Several lines of evidence suggest that major depressive disorder is associated with deficits in gamma-aminobutyric acid (GABA) inhibitory neurotransmission. Transcranial magnetic stimulation represents a noninvasive technique to measure cortical inhibition. In this study, we endeavored to measure cortical inhibition in medicated patients with treatment resistant major depressive disorder (TRD), unmedicated patients with major depressive disorder, and medicated euthymic patients with a history of major depressive disorder and compare them with healthy subjects.
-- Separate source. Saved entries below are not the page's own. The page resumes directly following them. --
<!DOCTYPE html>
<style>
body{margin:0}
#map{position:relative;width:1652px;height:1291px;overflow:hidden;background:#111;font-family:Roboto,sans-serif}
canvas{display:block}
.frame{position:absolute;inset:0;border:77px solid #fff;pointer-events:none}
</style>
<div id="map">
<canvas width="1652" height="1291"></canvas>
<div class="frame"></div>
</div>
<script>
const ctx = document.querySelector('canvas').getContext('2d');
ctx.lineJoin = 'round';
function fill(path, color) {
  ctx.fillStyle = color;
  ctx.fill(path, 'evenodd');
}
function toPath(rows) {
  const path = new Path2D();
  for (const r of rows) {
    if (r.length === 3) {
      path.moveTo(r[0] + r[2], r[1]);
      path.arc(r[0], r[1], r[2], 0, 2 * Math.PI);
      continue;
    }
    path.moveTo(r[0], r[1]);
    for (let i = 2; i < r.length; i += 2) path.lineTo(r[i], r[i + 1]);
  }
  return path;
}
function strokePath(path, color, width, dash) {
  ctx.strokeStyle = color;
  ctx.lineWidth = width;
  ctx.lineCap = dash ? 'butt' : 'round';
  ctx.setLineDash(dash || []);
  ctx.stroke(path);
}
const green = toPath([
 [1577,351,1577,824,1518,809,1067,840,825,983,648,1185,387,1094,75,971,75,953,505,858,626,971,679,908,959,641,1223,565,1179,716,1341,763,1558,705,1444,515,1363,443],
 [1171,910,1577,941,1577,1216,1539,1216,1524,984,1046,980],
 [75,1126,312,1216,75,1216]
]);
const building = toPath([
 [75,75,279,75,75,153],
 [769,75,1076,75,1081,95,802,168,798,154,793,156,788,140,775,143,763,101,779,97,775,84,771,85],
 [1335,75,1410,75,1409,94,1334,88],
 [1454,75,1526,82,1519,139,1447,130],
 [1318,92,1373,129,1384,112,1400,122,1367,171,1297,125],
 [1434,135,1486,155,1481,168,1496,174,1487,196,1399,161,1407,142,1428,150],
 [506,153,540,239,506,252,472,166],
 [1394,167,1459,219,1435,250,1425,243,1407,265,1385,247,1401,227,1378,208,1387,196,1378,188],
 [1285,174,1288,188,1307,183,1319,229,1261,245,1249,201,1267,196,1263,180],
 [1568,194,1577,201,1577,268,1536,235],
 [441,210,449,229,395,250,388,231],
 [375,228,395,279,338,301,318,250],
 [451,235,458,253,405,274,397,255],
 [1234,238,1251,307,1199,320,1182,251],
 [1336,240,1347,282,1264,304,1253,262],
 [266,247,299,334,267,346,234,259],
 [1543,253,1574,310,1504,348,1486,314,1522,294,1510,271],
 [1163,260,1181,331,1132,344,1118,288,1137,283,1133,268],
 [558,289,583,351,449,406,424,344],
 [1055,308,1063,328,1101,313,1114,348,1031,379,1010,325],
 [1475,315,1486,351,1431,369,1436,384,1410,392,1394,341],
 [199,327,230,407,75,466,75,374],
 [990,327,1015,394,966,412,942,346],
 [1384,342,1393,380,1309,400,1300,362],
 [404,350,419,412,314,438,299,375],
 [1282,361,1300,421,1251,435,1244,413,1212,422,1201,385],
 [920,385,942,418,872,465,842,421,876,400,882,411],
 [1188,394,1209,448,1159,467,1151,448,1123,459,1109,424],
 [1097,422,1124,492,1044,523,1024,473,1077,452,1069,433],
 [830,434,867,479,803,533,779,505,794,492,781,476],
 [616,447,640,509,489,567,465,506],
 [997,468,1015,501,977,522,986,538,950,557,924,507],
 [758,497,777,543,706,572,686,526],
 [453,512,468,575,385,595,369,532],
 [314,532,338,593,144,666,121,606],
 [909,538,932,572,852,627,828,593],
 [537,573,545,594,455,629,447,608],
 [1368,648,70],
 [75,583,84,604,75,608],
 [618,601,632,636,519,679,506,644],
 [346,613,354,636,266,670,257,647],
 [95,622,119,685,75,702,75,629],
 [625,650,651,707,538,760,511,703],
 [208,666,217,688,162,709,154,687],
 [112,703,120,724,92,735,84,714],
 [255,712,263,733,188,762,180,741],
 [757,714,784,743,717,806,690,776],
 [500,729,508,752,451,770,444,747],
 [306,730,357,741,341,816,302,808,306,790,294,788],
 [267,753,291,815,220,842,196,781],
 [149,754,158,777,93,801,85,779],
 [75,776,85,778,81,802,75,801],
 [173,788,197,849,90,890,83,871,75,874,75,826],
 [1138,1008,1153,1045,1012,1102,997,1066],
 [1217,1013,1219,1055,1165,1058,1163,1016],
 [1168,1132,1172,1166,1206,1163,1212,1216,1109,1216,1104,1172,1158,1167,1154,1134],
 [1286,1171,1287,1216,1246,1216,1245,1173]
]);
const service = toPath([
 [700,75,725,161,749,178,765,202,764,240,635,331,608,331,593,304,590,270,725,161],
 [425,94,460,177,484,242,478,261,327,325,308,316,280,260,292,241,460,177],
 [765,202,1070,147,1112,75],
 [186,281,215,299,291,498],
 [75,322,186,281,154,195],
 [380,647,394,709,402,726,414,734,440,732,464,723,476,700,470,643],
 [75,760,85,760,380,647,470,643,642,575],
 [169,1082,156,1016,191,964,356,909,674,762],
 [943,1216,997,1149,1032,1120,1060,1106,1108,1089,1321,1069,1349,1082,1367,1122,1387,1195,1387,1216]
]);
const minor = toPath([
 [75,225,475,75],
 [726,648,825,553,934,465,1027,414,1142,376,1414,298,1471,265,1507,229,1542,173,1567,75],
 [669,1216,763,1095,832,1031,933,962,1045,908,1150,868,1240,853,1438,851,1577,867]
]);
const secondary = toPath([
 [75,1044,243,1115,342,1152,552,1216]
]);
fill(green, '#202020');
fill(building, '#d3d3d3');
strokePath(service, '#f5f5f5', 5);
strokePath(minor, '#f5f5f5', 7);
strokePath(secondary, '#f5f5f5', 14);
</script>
Twenty-five patients with TRD, 16 unmedicated patients with major depressive disorder, 19 medicated euthymic patients with previous major depressive disorder (i.e., 17-item Hamilton Rating Scale for Depression < 8), and 25 healthy subjects were enrolled. Cortical inhibition was measured with transcranial magnetic stimulation paradigms known as short-interval cortical inhibition and the cortical silent period, which index GABA(A) and GABA(B) receptor-mediated inhibitory neurotransmission, respectively.
All major depressive disorder patient groups demonstrated significant cortical silent period deficits compared with healthy subjects. By contrast, only TRD patients demonstrated significant deficits in short-interval cortical inhibition compared with healthy subjects, medicated euthymic major depressive disorder patients, and unmedicated major depressive disorder patients. The TRD patients also demonstrated a significantly greater resting motor threshold compared with all other clinical subgroups and healthy subjects, suggesting that TRD was also associated with hypoexcitability of the frontal cortex.
Our findings suggest that GABA(B) neurophysiological deficits are closely related to pathophysiology of major depressive disorder. Our findings also suggest that more severe illness is selectively associated with GABA(A) receptor-mediated inhibitory deficits.
有几条证据表明,重度抑郁症与γ-氨基丁酸(GABA)抑制性神经传递的缺陷有关。经颅磁刺激代表了一种测量皮质抑制的非侵入性技术。在这项研究中,我们试图测量有治疗抵抗的重度抑郁症(TRD)的药物治疗患者、无药物治疗的重度抑郁症患者以及有重度抑郁症病史且处于情绪稳定状态的药物治疗患者的皮质抑制,并将其与健康受试者进行比较。
共纳入 25 名 TRD 患者、16 名无药物治疗的重度抑郁症患者、19 名有重度抑郁症病史且处于情绪稳定状态的药物治疗患者(即 17 项汉密尔顿抑郁量表评分<8)和 25 名健康受试者。皮质抑制采用经颅磁刺激范式进行测量,这些范式包括短程皮质抑制和皮质静息期,分别反映 GABA(A)和 GABA(B)受体介导的抑制性神经传递。
所有重度抑郁症患者组与健康受试者相比,皮质静息期均存在显著缺陷。相比之下,只有 TRD 患者与健康受试者、有药物治疗的情绪稳定的重度抑郁症患者和无药物治疗的重度抑郁症患者相比,短程皮质抑制存在显著缺陷。TRD 患者的静息运动阈值也明显高于所有其他临床亚组和健康受试者,这表明 TRD 还与前额皮质的兴奋性降低有关。
我们的研究结果表明,GABA(B)神经生理缺陷与重度抑郁症的病理生理学密切相关。我们的研究结果还表明,更严重的疾病与 GABA(A)受体介导的抑制缺陷选择性相关。